New evidence suggests that prehistoric humans living in modern-day Libya during the African Hot Period (AHP) were also apparently interested in the culinary arts. The research, published in the journal Nature Plants, finds the first example of ancient people cooking vegetables in ceramic pots as far back as 8200 to 6400 B.C.E.
People have been cooking in ceramic vessels for a long time – probably for about 15,000 years – and the advent of thermally resistant ceramics was no small technological advancement. Human nutrition improved like crazy once we invented a pot to cook dinner in. But what's weird is, though ceramic cooking pots existed, and though cooking renders some disgusting or toxic plants edible, and pretty much all plants more nutritious, no researchers could find examples of very old ceramic pots in which vegetables had been cooked — not until now, at least.
The new research looks at pottery shards from Takarkori and Uan Afuda, two sites in the Libyan Sahara. Based on the molecular and stable isotope makeup of the ceramics, they discovered many of the pots were used to process grains and leafy terrestrial and aquatic greens, and that this practice lasted in the area for a span of about 4,000 years. This changes a lot about how we see the use of pottery in the ancient Sahara, in addition to how we conceive of the timeline of plant domestication in Africa.
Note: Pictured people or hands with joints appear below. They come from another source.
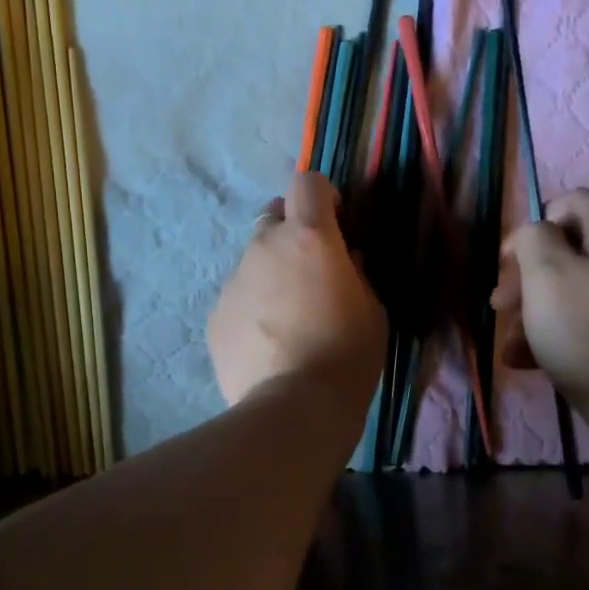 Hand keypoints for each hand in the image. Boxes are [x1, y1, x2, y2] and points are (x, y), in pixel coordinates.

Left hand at [209, 172, 384, 407]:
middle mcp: (264, 247)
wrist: (294, 407)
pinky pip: (237, 298)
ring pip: (253, 262)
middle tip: (310, 272)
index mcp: (309, 237)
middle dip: (292, 234)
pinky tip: (267, 344)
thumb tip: (347, 258)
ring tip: (287, 319)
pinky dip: (252, 308)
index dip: (322, 195)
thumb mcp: (373, 311)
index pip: (307, 183)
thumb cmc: (347, 354)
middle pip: (274, 218)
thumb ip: (357, 273)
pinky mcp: (215, 315)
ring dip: (270, 275)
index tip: (335, 221)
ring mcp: (234, 281)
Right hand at [492, 189, 588, 405]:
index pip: (571, 202)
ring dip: (536, 312)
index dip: (533, 226)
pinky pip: (588, 319)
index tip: (509, 263)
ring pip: (573, 290)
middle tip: (501, 307)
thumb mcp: (545, 273)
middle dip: (528, 278)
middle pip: (569, 250)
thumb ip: (534, 238)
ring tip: (511, 346)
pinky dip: (558, 333)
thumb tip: (537, 233)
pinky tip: (529, 361)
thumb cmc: (584, 329) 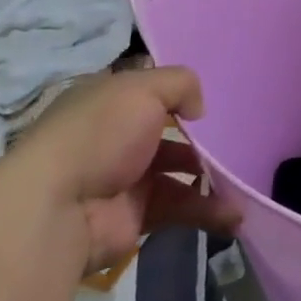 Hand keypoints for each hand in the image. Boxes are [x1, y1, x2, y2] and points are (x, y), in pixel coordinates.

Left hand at [3, 67, 239, 271]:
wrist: (58, 209)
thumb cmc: (99, 134)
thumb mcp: (141, 89)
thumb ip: (180, 84)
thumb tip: (198, 109)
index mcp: (107, 102)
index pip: (146, 92)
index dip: (177, 93)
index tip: (211, 100)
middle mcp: (114, 138)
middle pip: (167, 133)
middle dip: (202, 140)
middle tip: (236, 142)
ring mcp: (124, 179)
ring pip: (178, 173)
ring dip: (212, 177)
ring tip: (243, 182)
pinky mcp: (136, 216)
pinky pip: (180, 209)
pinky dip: (208, 211)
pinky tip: (234, 214) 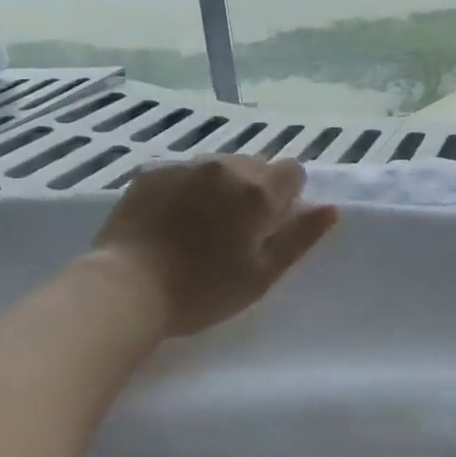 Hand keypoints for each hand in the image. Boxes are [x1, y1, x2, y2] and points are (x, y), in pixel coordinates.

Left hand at [89, 157, 338, 336]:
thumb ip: (299, 238)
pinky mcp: (153, 171)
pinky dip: (189, 188)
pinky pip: (185, 171)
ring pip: (220, 166)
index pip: (293, 171)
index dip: (288, 197)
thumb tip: (330, 209)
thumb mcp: (261, 275)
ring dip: (222, 186)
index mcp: (258, 192)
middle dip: (255, 190)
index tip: (271, 225)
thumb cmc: (202, 290)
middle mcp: (226, 167)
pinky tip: (173, 220)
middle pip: (256, 166)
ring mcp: (186, 166)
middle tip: (236, 231)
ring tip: (202, 225)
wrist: (125, 288) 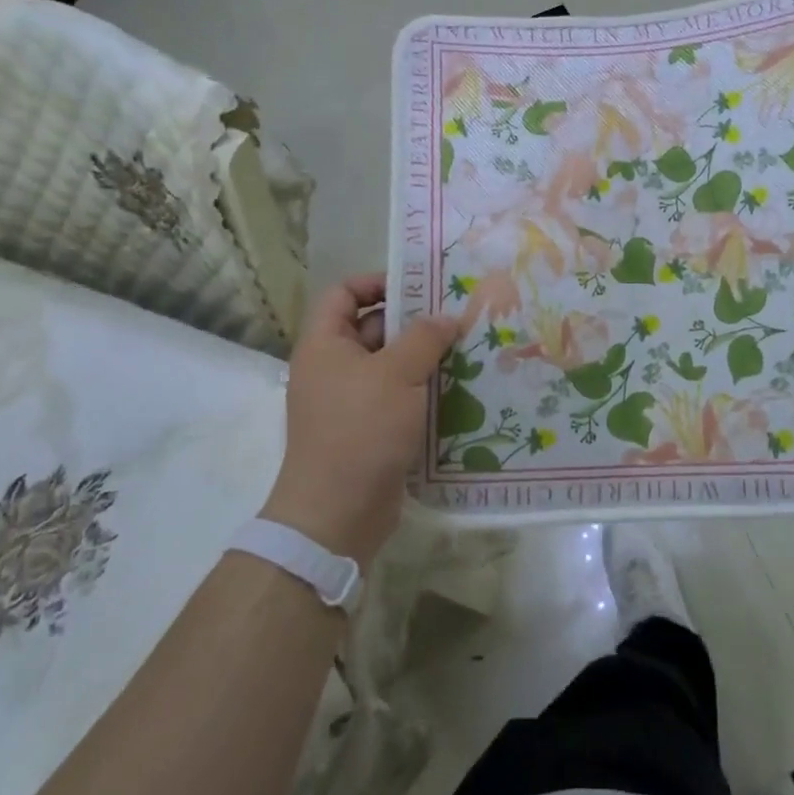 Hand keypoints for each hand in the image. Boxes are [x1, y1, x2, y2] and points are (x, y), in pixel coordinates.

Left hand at [263, 274, 459, 563]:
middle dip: (414, 323)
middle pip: (373, 328)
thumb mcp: (398, 374)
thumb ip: (425, 338)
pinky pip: (397, 397)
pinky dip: (423, 392)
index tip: (420, 287)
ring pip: (390, 366)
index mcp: (325, 345)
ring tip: (468, 351)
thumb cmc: (361, 429)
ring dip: (425, 359)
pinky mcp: (368, 430)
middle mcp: (333, 368)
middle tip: (458, 319)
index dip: (377, 282)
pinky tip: (459, 390)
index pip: (344, 293)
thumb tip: (447, 318)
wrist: (338, 512)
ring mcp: (350, 401)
"Until now, the importance of plants in prehistoric diets has been under-recognised, but this work clearly demonstrates the importance of plants as a reliable dietary resource," said lead author Dr. Julie Dunne of Bristol's School of Chemistry, in a press release. "These findings also emphasise the sophistication of these early hunter-gatherers in their utilisation of a broad range of plant types, and the ability to boil them for long periods of time in newly invented ceramic vessels would have significantly increased the range of plants prehistoric people could eat."